The present invention obtains the gene of beta-mannanase from the isolation of Bacillus alkalophilus N16-5, and it is the DNA of 1479bp, and its DNA sequence diagram is as shown in Figure 4 (SEQ ID NO: 1) coding one is made up of 493 amino acids The protein, its amino acid sequence diagram is shown in Figure 5 (SEQ ID NO: 2). A recombinant expression plasmid containing the gene was obtained by a conventional method, and Escherichia coli was transformed to make the recombinant strain express β-mannanase. Therefore the present invention provides a kind of possibility simultaneously, promptly by genetic engineering or molecular biology means, the enzyme gene that the present invention relates to is cloned into Bacillus alkalophilus or other recipient bacterium, by Bacillus alkalophilus N16-5 bacterial strain or Other strains or other culture conditions produce the β-mannanases involved in the present invention. The β-mannanase involved in the invention is particularly suitable for the enzymatic hydrolysis production of mannan oligosaccharides, and also provides a possibility for mass production of mannan oligosaccharides using konjac polysaccharides and the like as raw materials.

The β-mannanase involved in the invention is particularly suitable for the enzymatic hydrolysis production of mannan oligosaccharides, and provides a possibility for establishing a process for mass production of mannan oligosaccharides using konjac polysaccharides and the like as raw materials.

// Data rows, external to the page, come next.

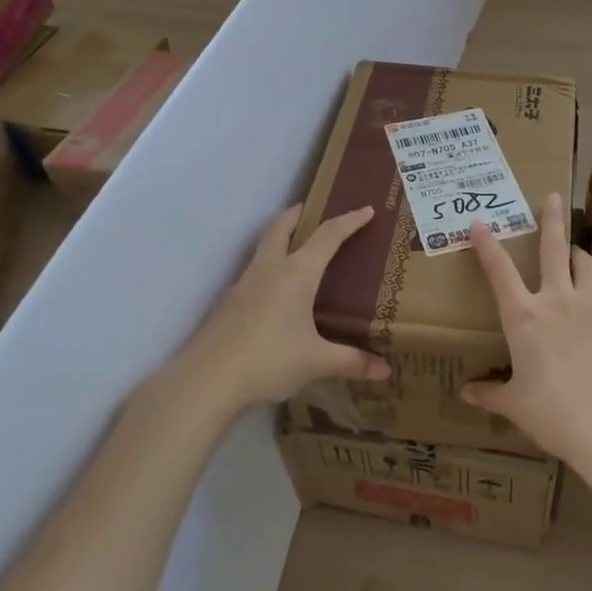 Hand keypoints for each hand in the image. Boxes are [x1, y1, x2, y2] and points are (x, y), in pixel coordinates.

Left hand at [170, 204, 390, 411]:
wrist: (205, 381)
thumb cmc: (269, 361)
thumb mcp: (317, 362)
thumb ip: (352, 362)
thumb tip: (386, 371)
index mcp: (296, 274)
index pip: (327, 236)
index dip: (349, 221)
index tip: (366, 210)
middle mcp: (268, 271)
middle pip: (281, 227)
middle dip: (297, 214)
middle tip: (311, 209)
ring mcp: (241, 286)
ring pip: (261, 249)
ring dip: (277, 239)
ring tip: (293, 250)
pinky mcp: (225, 305)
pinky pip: (250, 276)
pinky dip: (265, 272)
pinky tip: (271, 295)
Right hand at [462, 192, 591, 462]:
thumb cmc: (552, 413)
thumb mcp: (514, 404)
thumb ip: (490, 392)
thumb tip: (465, 393)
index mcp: (523, 317)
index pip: (499, 272)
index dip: (488, 245)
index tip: (480, 224)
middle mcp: (555, 299)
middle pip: (551, 249)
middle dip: (549, 221)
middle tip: (551, 198)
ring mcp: (591, 302)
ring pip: (584, 262)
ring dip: (578, 251)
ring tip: (575, 247) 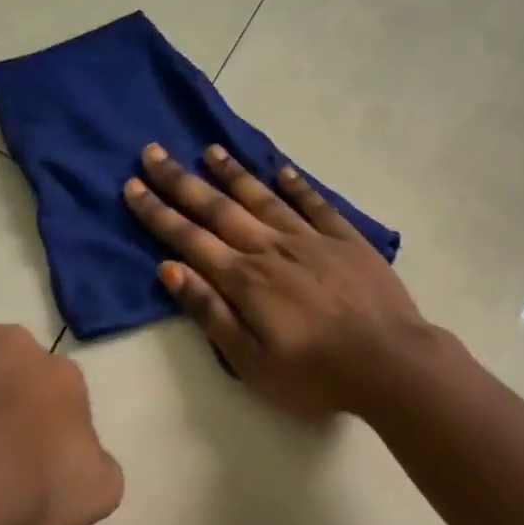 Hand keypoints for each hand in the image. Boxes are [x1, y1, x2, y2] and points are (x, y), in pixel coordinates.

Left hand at [0, 259, 123, 524]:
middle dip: (4, 406)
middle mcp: (26, 350)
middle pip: (17, 376)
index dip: (37, 437)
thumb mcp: (93, 494)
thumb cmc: (27, 490)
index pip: (58, 403)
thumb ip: (97, 467)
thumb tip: (85, 454)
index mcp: (67, 384)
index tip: (21, 467)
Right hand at [123, 143, 431, 419]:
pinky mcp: (346, 240)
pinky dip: (295, 185)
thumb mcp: (250, 361)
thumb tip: (170, 270)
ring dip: (233, 173)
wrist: (390, 363)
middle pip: (219, 209)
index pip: (189, 239)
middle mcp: (271, 249)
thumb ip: (210, 313)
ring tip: (209, 150)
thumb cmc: (314, 374)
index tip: (133, 186)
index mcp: (244, 280)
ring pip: (263, 198)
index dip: (158, 213)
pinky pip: (314, 204)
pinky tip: (280, 170)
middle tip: (154, 152)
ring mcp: (311, 240)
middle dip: (182, 182)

In order to achieve the purpose of the present invention, the method for preparing β-mannanase of the present invention and its recombinant expression plasmid and recombinant bacterial strain comprises the steps:

(1) Total DNA was extracted from Bacillus alkalophilus N16-5, partially hydrolyzed by restriction enzymes to obtain DNA fragments, connected to pUC19 vector and transformed into Escherichia coli JM109 to obtain recombinant plasmid pMAN1 containing β-mannanase gene and recombinant Escherichia coli strain JM109MAN1;

(2) Isolate the DNA fragment containing the β-mannanase gene from the recombinant plasmid pMAN1, and then hydrolyze it with restriction enzymes to obtain a small fragment of DNA, which is connected to the pUC19 vector and transformed into Escherichia coli JM109 to obtain the DNA fragment containing β-mannan The recombinant plasmid pMAN2 of the enzyme gene and the recombinant Escherichia coli JM109MAN2.

Cultivate the recombinant bacterium under the condition that the above-mentioned β-mannanase gene can be expressed. On the medium containing β-mannan, the colony forms a transparent circle, which proves that the recombinant bacterium expresses β-mannanase. active. The protein has mannanase activity, pI is 4.3, optimum pH is 9.5, optimum temperature is 70°C, and can efficiently hydrolyze plant mannan to produce oligosaccharides. Sequencing showed that the structural gene of the enzyme was a 1479bp DNA encoding a protein consisting of 493 amino acids.

The expression product of the above-mentioned gene is hydrolyzed into konjac flour and converted into oligosaccharides. The substrate concentration is 5-15%, the reaction temperature is 40-60°C, the reaction pH is 9-10, and the time is 8-24 hours. After the reaction, adjust the pH to 5-6 with acetic acid, citric acid or hydrochloric acid, and add 0.5-2% powder Or granular activated carbon for decolorization. Mannan oligosaccharide syrup can be obtained by filtering. The conversion rate of oligosaccharides is more than 80%, and the total yield is more than 70%, in which 2-8 sugars account for more than 80% of the total sugars. The oligosaccharides play an important role in promoting the growth of bifidobacteria in the body and improving human health.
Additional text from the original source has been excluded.